Mitakuye Oyasin (All My Relations) by Darrell van Mastrigt

Mitakuye Oyasin (All My Relations) by Darrell van Mastrigt

Medium: Acrylic on canvas panel
Size: 18″ X 24″

Artist statement: This title is the primary prayer I offer on my walk on the Red Road. It is used to begin and end ceremonies and is how we finish our prayers. It reminds us that we all come from the same place, and that we all rely on one another. What one person does impacts us all. Mitakuye Oyasin reminds us that we are all related to all things. Through the sacrifices of the people we are able to live. We must take care of the things in this world, taking only what we need, from the food we eat to the shoes we wear, everything comes from a living being in this world. We must honor their sacrifice and be mindful not to be greedy, but rather to share and support this world. One of the most beautiful aspects of life is being grateful to all our relations in this world. When something is freely given, it builds a relationship between the giver and the person receiving the gift. It allows us to take a moment and recognize those people and spirits who have helped us on our path. Having given a gift freely and without any expectation of return, you will be blessed and your needs will be met. The act of giving and sacrifice puts into motion the energy which returns to you four fold. The same happens when you receive a gift, you allow an opportunity for another person giving the gift to be blessed. In this way, both the giver and the gifted receive blessings, and together are strengthened. Much of the symbolism in this painting is a reminder to me that we are not judged by what we say, but rather by what we give and how we sacrifice.

Image description (Alt Text): This Acrylic on canvas panel features the busts of two Native Americns surrounded by wild mustangs, buffalo, bears and wolves, eagles, a dove and a turtle. The background depicts a Native American village at sunset in three different seasons: spring, winter and fall. A dream catcher is suspended in the sky. The work is captioned “Mitakuye Oyasin”.

Artist statement/bio: My definition of freedom is: The ability to see beauty in every person, every thing, and every situation you find yourself in each day. It is your choice to be in beauty, accept a part in making beauty, and end each day knowing you made the right choices to help those you love, those you encounter every day, and those still to come after you. Freedom is not free.

Making the right choices of sacrifice to help others, and yourself, create beauty is a hard thing to do. Letting go of hate, anger, bias, selfishness, destructiveness, depression and the virus of popular culture is required if you truly seek freedom. When I had just turned 18, society threw me away and almost succeeded in snuffing my spirit, taking my voice, and stopping me from seeing any beauty in the world or myself. I wanted to die because I was reacting to other people’s views being imposed upon me and letting them influence my actions.I had no idea who I was. Our justice system, while better than most, is blind to truth, fairness, innocence, compassion, or restoring balance to the people caught up in its machinations. doesn’t care about the victim’s needs or offender’s future actions. It leaves behind families from every walk of life that are torn apart and left to heal on their own (or not!) Thirty-five years later I know the true and honest reality. My family saved me. My friends saved me. My faith saved me.

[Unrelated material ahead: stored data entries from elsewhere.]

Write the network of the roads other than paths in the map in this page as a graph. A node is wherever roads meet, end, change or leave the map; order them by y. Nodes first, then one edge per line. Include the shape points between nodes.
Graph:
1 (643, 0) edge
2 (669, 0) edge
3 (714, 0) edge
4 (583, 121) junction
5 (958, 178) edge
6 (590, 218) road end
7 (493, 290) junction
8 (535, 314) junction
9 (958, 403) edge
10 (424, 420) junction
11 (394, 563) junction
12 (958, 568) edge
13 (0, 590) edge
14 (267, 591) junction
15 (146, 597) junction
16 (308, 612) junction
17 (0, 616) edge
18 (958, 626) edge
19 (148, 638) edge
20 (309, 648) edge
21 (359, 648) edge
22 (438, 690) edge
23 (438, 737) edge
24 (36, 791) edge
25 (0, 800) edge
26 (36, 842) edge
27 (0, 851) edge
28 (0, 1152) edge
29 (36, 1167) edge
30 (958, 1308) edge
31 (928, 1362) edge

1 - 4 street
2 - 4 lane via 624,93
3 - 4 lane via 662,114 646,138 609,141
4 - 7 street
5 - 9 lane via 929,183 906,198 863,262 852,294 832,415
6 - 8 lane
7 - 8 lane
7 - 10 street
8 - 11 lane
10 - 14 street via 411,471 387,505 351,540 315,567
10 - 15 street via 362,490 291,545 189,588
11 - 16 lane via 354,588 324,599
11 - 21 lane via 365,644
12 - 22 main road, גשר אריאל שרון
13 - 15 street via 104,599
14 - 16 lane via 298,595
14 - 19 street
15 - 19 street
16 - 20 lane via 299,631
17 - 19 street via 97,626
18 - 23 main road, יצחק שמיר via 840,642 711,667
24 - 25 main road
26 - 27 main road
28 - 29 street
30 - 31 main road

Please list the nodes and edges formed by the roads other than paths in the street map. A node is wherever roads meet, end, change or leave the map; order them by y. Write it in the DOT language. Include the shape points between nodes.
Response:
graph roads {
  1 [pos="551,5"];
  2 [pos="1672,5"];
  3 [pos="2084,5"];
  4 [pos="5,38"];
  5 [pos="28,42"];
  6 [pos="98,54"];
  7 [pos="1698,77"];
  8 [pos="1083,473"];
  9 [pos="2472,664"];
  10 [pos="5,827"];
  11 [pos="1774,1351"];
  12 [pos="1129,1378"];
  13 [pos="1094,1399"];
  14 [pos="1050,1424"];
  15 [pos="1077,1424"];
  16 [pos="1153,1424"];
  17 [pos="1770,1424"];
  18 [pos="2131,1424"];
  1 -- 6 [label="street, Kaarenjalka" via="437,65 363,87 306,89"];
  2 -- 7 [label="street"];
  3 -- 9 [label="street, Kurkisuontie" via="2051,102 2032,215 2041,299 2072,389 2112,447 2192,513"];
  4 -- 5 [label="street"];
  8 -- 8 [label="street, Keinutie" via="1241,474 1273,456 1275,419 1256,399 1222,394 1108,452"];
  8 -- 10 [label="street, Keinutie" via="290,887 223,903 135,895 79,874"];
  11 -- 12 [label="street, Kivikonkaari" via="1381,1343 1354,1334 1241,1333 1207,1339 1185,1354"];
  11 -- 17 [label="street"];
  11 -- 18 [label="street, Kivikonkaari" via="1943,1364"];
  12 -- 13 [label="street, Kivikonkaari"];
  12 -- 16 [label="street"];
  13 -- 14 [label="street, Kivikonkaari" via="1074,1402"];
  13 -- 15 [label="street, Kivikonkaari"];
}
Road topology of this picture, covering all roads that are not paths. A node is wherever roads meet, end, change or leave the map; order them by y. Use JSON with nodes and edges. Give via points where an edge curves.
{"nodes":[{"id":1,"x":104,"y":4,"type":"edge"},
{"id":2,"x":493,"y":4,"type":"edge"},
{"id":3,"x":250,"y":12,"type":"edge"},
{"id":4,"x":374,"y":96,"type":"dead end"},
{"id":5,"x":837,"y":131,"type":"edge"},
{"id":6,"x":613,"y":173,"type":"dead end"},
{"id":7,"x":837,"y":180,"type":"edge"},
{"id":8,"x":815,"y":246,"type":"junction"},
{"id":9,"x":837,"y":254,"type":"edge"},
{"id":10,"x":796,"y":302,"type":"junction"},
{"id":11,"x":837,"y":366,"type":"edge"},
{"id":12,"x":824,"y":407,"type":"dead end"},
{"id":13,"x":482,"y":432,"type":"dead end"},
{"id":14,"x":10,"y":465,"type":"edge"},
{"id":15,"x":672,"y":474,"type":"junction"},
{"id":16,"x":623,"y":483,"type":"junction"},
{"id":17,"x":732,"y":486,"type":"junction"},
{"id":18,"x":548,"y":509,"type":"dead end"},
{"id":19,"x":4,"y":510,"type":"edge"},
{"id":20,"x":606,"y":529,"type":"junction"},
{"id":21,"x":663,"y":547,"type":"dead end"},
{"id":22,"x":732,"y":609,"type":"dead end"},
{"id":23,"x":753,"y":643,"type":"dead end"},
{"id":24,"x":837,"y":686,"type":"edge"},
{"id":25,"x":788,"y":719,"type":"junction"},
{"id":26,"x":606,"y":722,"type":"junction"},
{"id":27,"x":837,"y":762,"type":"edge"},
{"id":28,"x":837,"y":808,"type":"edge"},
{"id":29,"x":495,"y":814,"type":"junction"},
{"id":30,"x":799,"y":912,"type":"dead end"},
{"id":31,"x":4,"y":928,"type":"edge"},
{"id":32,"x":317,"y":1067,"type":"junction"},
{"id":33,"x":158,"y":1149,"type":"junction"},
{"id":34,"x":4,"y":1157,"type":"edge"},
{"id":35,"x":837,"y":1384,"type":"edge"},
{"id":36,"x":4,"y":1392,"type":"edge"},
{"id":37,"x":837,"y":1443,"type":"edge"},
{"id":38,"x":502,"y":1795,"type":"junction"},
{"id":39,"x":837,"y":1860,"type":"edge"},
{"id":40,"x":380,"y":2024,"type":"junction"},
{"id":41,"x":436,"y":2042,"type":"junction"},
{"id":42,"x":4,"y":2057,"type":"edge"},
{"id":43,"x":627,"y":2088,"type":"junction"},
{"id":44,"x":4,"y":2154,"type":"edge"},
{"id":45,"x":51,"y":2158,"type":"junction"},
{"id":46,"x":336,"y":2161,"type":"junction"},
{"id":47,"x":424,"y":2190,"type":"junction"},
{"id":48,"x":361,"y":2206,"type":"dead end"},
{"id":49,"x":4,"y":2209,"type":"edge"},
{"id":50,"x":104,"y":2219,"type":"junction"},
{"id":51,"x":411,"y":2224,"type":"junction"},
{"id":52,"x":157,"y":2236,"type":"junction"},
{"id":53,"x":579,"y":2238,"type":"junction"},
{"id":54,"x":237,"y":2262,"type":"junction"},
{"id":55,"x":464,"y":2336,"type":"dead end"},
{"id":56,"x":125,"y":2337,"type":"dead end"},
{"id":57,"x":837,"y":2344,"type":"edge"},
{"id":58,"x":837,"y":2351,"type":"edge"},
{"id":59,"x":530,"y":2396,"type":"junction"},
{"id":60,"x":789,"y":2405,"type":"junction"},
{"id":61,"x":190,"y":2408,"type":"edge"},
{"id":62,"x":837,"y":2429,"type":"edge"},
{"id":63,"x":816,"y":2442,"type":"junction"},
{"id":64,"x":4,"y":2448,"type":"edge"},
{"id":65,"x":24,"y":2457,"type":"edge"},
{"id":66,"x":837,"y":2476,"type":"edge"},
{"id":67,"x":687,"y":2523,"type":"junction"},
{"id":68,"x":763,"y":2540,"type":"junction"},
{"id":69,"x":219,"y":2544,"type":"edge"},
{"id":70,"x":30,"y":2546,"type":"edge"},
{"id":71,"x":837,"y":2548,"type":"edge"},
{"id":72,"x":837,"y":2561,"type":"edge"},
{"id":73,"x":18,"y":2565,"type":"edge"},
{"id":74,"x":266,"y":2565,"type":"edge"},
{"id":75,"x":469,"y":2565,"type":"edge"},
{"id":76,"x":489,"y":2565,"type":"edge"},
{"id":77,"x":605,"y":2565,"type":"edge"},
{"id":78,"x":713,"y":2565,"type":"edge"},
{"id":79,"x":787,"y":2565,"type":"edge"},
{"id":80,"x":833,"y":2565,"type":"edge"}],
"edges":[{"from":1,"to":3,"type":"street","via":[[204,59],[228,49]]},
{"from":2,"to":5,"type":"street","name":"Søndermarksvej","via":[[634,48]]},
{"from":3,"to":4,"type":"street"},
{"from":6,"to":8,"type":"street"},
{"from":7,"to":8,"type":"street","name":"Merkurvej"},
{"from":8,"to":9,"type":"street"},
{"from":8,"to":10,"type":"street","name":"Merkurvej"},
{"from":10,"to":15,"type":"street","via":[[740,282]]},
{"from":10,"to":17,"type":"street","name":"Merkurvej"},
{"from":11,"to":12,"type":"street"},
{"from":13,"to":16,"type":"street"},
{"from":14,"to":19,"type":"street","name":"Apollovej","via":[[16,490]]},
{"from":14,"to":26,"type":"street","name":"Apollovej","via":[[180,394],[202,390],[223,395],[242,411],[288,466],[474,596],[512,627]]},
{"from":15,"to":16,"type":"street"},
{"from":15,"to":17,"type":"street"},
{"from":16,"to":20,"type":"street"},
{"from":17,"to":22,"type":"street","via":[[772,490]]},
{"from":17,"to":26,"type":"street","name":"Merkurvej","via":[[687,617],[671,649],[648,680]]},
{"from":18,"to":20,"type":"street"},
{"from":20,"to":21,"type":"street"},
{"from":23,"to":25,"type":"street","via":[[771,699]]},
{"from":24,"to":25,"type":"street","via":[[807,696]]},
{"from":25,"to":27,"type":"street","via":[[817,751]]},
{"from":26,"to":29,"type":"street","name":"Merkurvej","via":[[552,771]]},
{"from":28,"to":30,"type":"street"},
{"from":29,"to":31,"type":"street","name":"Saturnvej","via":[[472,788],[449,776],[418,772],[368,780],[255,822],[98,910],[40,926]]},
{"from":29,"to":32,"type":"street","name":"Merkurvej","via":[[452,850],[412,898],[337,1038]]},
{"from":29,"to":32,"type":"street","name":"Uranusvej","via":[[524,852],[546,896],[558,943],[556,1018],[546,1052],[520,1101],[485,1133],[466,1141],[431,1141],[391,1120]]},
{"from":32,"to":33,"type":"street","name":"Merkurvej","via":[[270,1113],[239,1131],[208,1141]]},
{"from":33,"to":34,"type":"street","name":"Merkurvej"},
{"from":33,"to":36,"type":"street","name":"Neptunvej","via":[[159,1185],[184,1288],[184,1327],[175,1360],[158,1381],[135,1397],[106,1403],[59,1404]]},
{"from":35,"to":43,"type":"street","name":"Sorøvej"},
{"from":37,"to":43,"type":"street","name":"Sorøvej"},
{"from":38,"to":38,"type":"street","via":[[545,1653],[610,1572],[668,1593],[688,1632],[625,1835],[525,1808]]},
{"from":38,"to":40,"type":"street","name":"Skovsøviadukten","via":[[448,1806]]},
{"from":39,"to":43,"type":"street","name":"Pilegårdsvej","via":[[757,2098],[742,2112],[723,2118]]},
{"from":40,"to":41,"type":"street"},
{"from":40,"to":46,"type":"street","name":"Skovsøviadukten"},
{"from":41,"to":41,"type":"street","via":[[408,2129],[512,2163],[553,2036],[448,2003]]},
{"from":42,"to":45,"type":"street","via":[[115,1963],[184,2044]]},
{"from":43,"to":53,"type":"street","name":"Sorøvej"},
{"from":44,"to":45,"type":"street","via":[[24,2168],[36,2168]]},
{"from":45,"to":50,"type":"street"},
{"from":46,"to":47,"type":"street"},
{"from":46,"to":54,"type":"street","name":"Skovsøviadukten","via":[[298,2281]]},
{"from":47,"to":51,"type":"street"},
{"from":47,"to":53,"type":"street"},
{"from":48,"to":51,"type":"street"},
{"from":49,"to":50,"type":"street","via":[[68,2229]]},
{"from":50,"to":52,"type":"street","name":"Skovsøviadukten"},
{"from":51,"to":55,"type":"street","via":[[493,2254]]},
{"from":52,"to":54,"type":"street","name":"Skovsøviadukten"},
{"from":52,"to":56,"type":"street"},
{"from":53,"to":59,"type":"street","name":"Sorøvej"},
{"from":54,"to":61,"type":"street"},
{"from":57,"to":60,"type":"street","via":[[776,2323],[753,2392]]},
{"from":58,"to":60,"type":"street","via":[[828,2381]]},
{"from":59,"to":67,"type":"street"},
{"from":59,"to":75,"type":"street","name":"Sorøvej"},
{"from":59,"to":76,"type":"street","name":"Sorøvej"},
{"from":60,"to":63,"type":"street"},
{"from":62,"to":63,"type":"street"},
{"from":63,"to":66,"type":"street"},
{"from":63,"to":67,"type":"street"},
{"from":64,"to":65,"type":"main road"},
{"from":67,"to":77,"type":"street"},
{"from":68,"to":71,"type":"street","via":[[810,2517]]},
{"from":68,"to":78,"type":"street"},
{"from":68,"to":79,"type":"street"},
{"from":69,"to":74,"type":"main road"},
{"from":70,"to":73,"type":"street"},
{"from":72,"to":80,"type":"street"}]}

And, most importantly, the beauty that surrounds us always saved me when I chose to see it and accept it. No matter where I am, that’s my true freedom. I am trying to free myself physically from prison through commutation. My confidence in that process is not very high. I received one vote at my last merit review hearing. But, taking any chance at being with my family and giving back even some of the love and support they’ve given me is better than no chance at all.

Much of my daily freedom comes literally from creating beauty others can enjoy, be inspired by, and share with others. The mural arts program I created at SCI-Fayette allows prison artists the opportunity to share their creativity, skill and vision of beauty with others. Our large projects cover the walls of the prison to convey hope and possible better futures and better relationships amongst the population. Some of our projects are community based and a way for “thrown-away” people to give back to their communities in a positive and good way. A way for the forgotten to be seen and heard through beauty. My personal work (paintings and cards) is freedom. I paint beauty to share with others. Most of what I paint I’ve never experienced.

Besides trips as a kid to Disneyworld, Niagara Falls, and Sea World in Ohio, I never left Pittsburgh before being locked up for life. Never even owned a driver’s license. So my freedom, my traveling, my observance of natural beauty is done through my paintings. I love to paint my desires, my hopes for a better future, my well wishes for others, my dreams and my heart. Beauty really does exist all around us when we choose to see it and be part of it. unbroken and free. Regardless of being locked in a cage, for decades, my spirit remains. My life has meaning for others in my actions and I choose to embrace any opportunity for good despite the likelihood that I will never be free of this physical prison. Freedom is about much more than just your physical environment.